— WHAT YOU WILL DO —
Each line in the entries that has the word "dead" has to be copied.

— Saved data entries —
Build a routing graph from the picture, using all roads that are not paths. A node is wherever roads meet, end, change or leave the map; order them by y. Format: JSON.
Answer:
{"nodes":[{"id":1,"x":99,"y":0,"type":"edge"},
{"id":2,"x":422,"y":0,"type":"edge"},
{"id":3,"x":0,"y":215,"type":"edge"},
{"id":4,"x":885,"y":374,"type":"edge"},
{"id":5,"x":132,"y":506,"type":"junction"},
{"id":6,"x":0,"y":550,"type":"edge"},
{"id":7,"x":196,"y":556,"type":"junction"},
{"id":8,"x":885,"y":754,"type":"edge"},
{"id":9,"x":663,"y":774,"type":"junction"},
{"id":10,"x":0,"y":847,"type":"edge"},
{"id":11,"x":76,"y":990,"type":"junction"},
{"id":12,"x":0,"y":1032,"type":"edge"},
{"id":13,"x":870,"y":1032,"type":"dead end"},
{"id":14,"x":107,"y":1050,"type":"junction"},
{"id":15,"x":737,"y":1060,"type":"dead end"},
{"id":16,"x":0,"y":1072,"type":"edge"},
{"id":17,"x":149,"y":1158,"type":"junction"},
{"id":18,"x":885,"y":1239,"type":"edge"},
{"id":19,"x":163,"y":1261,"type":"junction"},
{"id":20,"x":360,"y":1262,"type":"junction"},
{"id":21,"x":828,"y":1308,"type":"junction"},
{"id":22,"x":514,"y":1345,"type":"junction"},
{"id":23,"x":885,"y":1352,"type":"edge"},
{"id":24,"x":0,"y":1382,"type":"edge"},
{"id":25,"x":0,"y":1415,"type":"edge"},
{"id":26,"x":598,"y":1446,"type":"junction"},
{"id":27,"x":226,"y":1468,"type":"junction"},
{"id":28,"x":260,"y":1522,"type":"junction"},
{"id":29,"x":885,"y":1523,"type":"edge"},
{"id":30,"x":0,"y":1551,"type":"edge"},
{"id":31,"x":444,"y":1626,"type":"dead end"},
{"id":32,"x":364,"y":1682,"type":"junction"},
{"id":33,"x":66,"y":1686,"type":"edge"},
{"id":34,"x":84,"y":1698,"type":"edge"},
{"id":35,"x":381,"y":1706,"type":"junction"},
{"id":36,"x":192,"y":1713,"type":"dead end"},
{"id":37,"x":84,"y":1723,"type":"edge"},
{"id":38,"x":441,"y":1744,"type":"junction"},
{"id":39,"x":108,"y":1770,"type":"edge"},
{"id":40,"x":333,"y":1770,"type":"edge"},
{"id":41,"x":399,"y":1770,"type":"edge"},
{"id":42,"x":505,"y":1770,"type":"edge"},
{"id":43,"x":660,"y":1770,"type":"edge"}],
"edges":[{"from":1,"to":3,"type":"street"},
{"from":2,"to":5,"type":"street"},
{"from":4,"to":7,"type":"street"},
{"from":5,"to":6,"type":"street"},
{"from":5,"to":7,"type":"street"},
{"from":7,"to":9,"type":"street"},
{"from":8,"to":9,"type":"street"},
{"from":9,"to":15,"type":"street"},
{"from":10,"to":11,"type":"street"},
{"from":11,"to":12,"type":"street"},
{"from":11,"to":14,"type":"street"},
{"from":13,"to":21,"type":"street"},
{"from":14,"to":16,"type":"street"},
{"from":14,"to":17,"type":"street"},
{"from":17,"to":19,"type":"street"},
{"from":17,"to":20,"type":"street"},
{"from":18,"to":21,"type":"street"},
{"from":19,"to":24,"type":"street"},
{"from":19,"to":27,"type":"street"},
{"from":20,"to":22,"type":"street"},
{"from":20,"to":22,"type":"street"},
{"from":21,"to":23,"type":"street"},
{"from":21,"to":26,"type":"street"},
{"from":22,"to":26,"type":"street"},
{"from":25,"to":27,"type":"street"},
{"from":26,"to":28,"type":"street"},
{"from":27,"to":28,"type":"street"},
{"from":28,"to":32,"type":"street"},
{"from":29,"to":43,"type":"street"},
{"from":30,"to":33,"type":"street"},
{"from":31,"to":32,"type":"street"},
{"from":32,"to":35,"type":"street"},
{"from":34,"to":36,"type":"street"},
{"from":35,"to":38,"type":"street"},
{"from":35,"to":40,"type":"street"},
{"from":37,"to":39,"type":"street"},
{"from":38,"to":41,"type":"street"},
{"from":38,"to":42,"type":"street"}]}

— ANSWER FOR THIS EXERCISE —
{"id":13,"x":870,"y":1032,"type":"dead end"},
{"id":15,"x":737,"y":1060,"type":"dead end"},
{"id":31,"x":444,"y":1626,"type":"dead end"},
{"id":36,"x":192,"y":1713,"type":"dead end"},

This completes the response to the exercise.